■ REQUIREMENT: Find out how many lines of the listing below include "学府西路" and report only that number.

■ DATA TO USE:
★ ★ ★ ★ ★ ★ ★

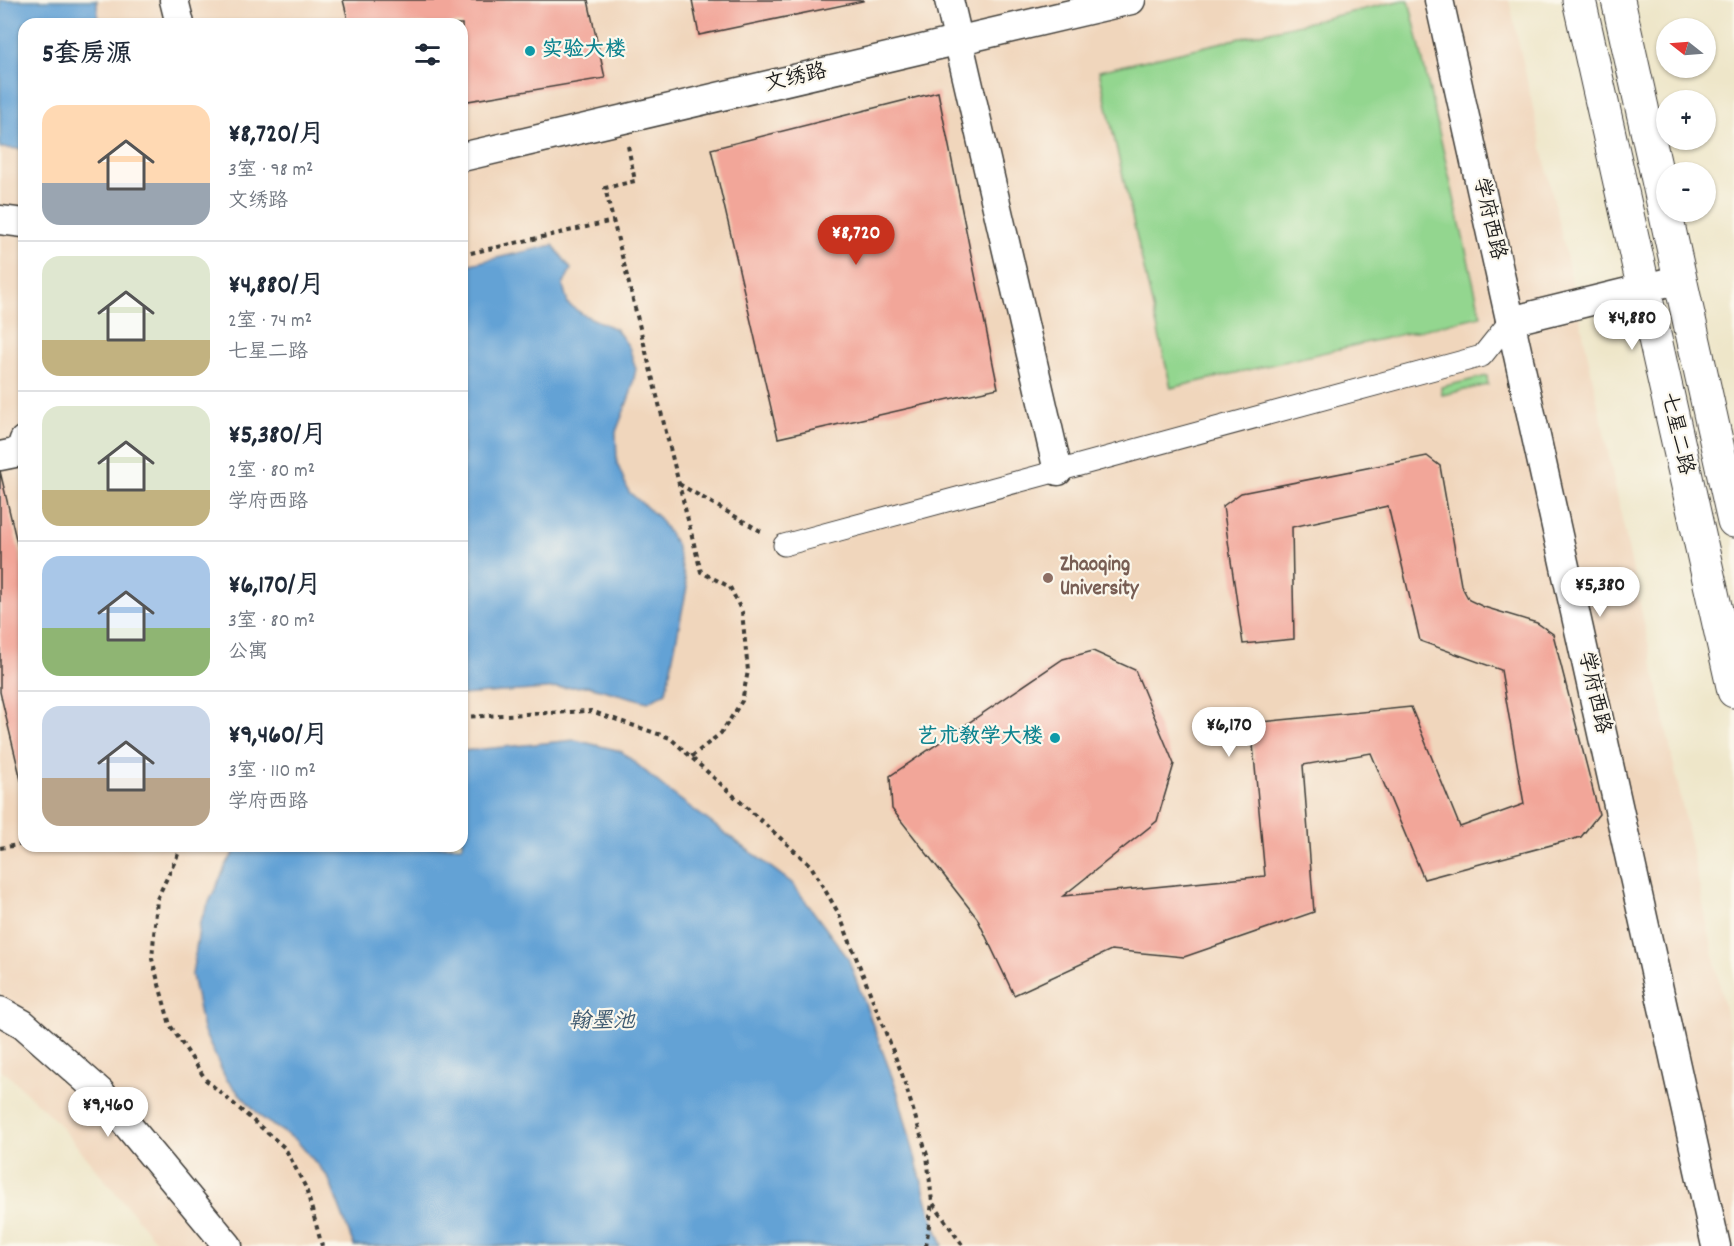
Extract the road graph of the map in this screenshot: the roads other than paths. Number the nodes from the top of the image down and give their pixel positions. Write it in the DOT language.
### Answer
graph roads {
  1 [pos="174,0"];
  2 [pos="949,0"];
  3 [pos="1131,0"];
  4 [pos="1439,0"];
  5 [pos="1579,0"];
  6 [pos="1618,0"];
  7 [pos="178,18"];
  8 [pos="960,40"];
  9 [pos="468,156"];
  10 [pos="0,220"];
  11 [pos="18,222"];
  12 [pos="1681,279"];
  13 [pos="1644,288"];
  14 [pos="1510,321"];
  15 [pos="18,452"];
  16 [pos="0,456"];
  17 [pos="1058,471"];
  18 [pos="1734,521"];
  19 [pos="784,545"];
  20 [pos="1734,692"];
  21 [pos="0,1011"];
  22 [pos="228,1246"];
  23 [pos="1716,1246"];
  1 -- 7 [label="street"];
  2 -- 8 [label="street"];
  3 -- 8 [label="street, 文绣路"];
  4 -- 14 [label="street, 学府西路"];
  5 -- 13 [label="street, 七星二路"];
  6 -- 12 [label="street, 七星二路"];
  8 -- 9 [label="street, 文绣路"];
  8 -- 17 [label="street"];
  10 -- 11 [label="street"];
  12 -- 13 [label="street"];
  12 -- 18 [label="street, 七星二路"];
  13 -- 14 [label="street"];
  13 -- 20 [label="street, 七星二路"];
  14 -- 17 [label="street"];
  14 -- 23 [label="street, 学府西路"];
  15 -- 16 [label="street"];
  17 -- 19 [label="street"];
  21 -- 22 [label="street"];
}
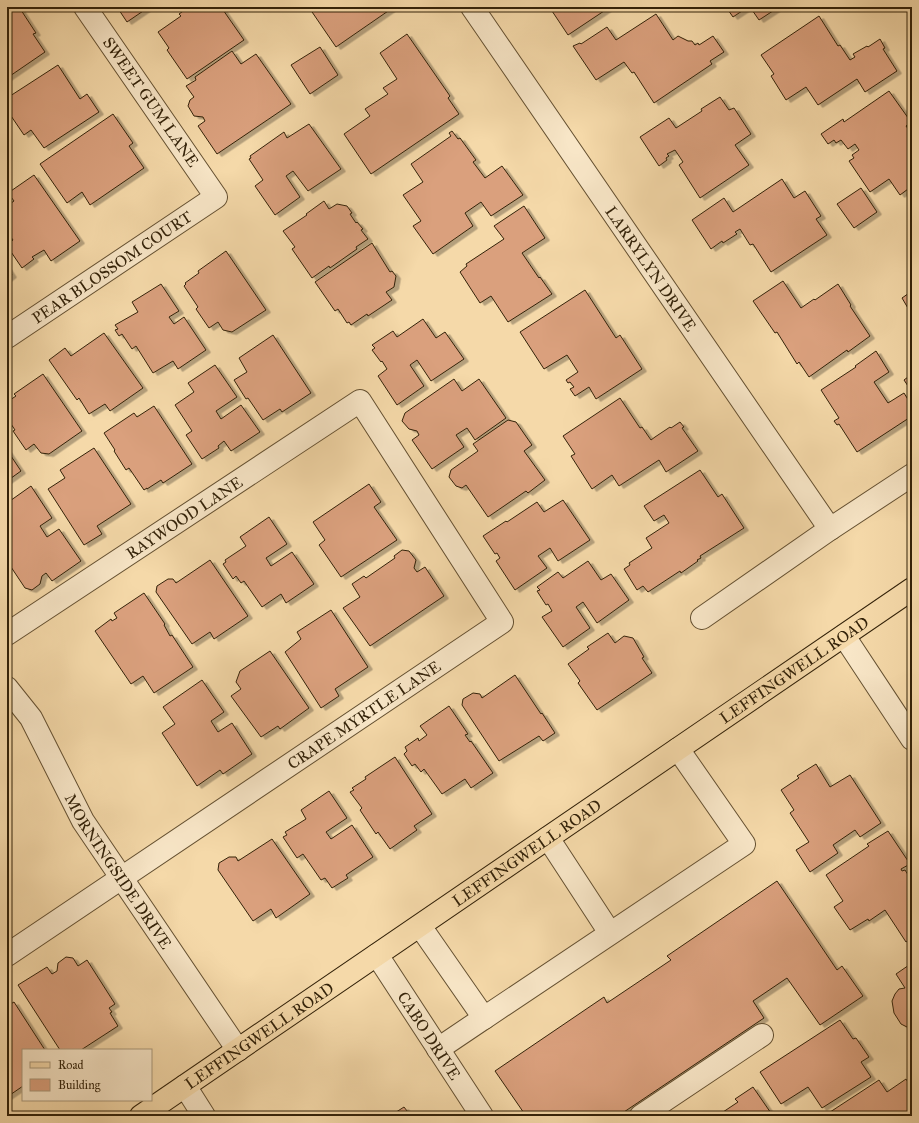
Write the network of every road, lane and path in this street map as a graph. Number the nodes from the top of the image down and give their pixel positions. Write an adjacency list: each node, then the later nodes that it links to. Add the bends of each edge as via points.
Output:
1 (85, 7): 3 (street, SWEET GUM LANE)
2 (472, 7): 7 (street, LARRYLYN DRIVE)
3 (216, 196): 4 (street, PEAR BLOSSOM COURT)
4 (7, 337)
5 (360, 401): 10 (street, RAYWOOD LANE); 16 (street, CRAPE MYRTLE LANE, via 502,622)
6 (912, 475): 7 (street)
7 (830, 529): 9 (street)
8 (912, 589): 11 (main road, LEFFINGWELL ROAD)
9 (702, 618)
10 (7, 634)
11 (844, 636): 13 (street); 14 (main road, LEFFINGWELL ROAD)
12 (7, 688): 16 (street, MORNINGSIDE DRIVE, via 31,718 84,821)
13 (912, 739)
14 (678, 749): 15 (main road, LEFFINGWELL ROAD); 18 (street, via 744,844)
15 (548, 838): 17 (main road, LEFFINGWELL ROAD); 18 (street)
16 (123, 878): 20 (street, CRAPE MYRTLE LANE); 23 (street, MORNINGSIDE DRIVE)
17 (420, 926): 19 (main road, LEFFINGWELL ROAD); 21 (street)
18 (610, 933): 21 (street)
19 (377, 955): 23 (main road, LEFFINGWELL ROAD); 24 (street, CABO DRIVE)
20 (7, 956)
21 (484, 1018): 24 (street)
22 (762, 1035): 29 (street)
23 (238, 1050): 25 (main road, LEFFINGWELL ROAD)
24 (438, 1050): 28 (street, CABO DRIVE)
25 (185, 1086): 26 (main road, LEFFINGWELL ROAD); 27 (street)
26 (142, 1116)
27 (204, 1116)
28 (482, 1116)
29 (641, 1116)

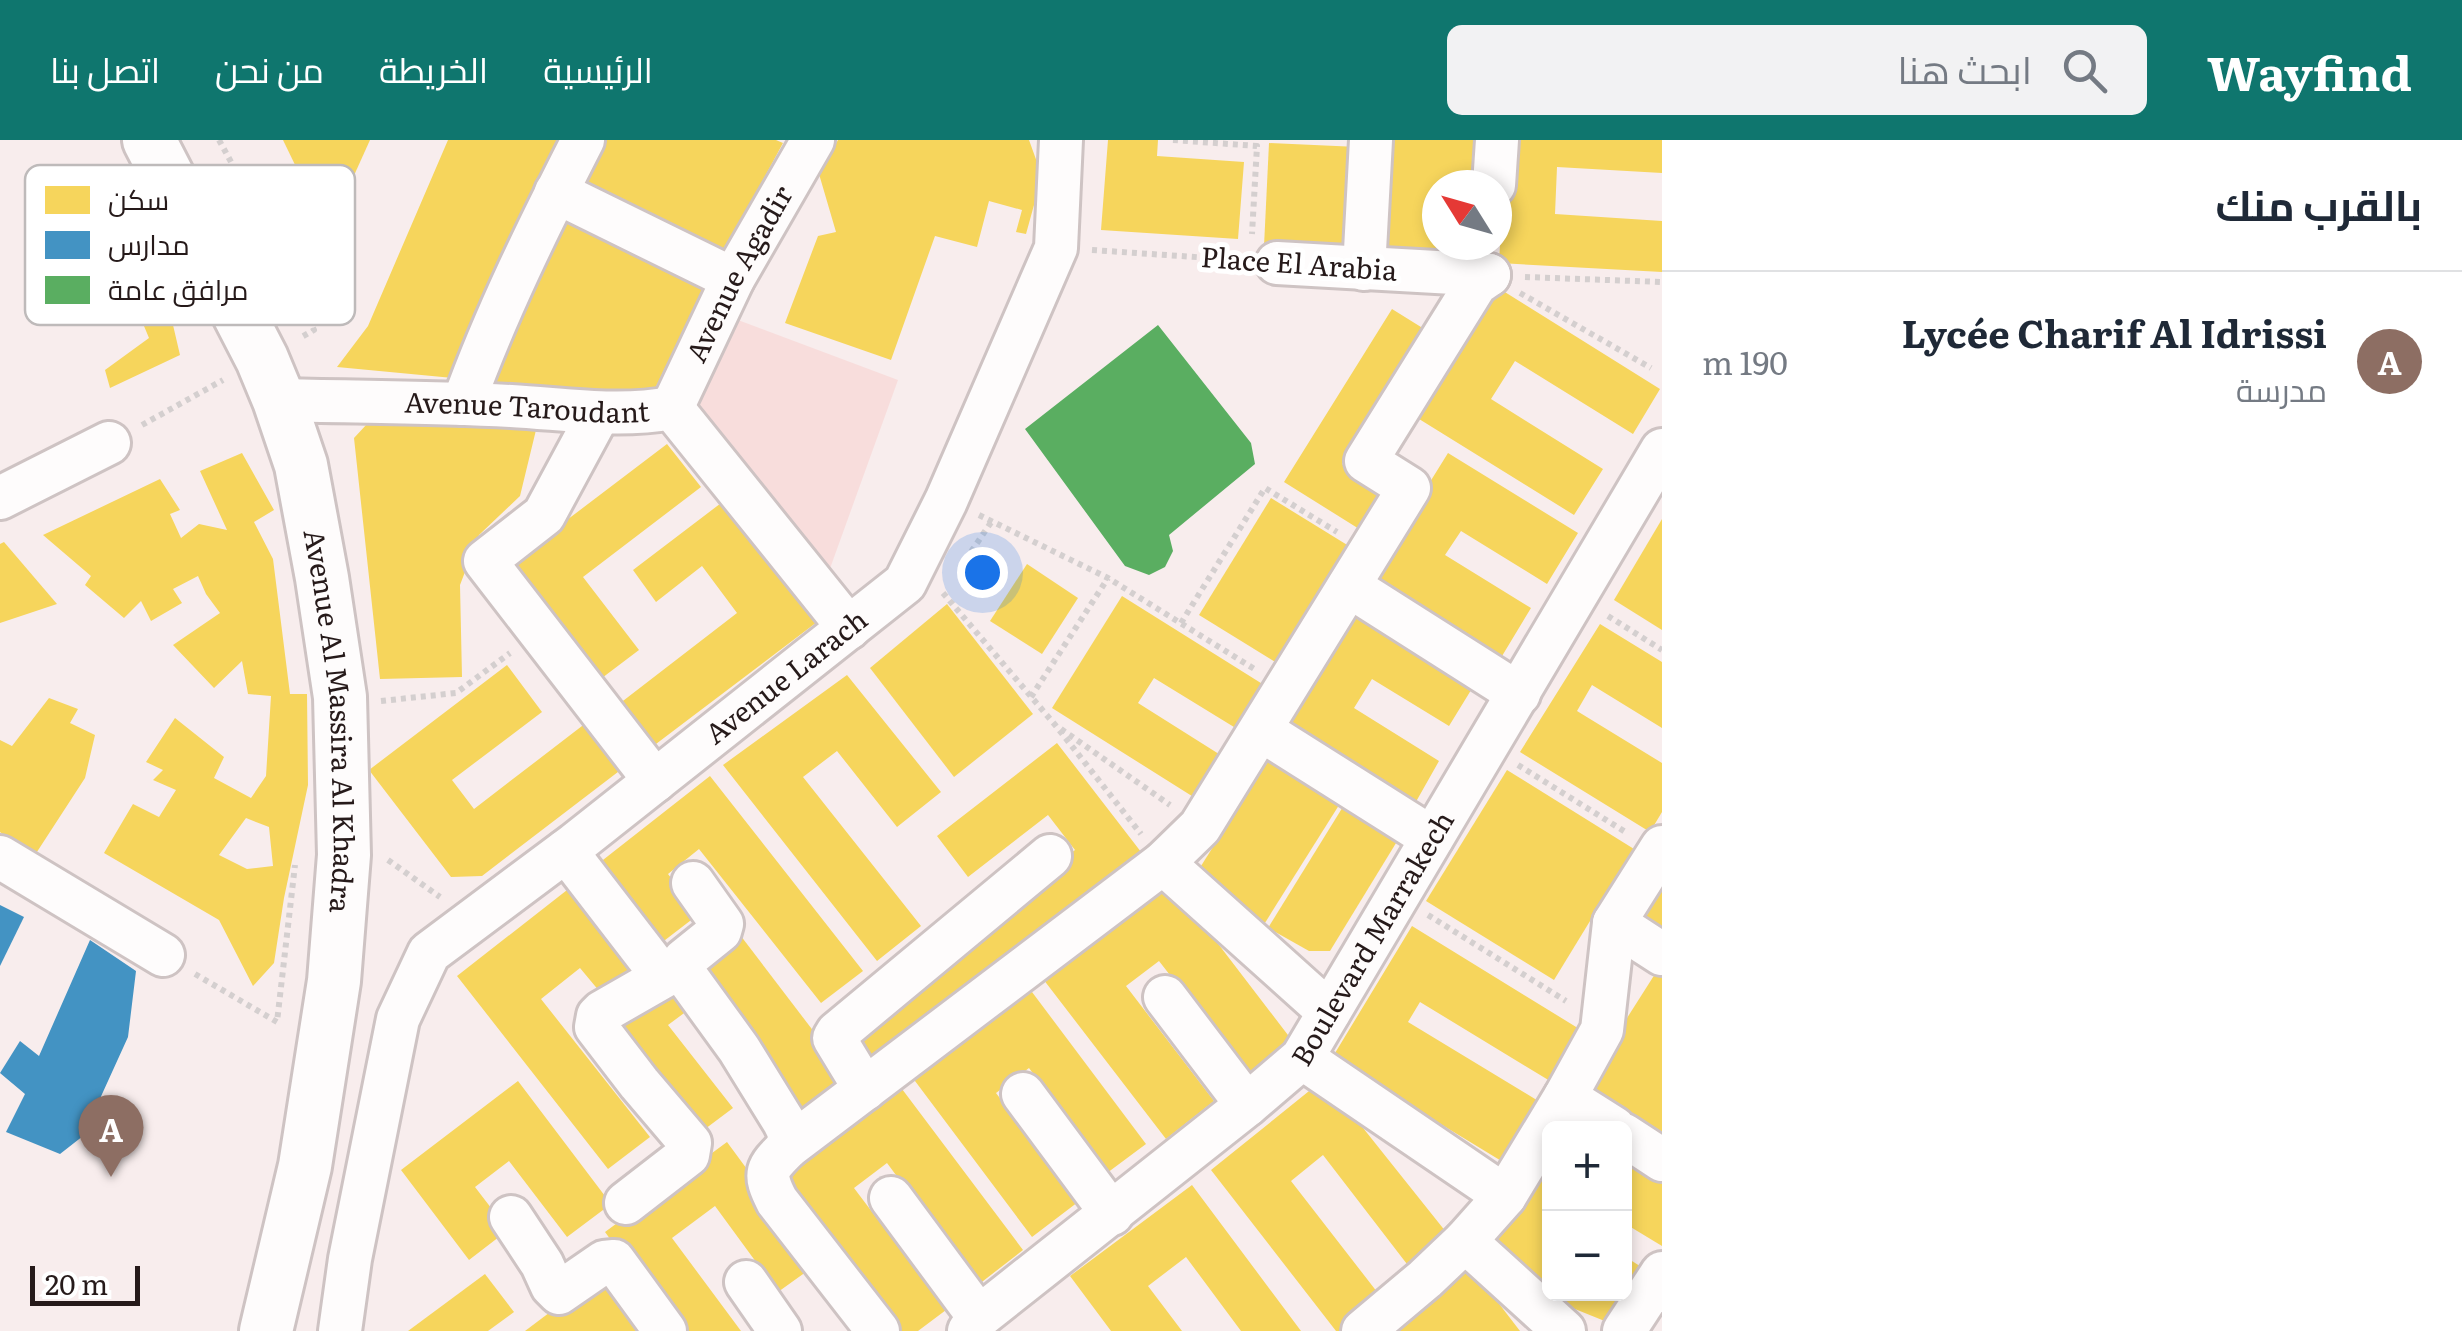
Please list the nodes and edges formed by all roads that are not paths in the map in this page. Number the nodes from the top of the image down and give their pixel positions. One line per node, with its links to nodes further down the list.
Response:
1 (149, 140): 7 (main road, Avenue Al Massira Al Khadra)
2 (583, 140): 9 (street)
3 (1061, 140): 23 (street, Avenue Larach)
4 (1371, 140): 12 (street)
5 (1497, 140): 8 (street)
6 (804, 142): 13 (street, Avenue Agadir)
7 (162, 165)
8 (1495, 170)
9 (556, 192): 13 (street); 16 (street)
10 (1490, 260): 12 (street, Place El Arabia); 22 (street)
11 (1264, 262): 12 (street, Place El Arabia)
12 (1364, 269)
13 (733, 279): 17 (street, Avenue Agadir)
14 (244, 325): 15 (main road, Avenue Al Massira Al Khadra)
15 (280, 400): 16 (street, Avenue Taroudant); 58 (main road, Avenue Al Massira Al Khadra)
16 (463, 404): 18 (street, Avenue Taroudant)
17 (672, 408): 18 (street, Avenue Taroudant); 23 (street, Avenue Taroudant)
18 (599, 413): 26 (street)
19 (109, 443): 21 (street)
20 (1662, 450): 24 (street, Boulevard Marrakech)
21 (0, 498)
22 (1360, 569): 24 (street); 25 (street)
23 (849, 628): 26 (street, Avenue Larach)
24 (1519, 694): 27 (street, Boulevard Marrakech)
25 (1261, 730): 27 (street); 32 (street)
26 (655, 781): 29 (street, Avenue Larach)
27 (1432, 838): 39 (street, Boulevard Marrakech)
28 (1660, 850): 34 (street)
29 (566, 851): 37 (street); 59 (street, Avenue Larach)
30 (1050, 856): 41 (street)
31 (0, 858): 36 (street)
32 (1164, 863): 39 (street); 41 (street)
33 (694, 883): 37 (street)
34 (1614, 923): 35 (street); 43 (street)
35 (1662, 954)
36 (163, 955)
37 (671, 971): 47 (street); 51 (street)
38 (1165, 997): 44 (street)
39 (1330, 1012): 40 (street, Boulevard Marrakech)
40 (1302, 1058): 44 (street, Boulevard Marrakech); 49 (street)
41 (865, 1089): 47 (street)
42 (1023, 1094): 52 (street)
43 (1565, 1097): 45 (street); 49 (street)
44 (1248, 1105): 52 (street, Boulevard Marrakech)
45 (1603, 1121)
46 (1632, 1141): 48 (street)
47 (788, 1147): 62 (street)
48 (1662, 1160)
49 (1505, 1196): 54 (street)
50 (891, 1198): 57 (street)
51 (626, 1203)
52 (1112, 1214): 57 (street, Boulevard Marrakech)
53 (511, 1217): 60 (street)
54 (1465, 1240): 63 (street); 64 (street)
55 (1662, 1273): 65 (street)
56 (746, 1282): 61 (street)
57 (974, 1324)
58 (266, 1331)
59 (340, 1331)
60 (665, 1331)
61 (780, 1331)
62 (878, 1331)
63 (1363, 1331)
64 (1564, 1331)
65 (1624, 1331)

★ ★ ★ ★ ★ ★ ★

■ EXERCISE SOLUTION: 2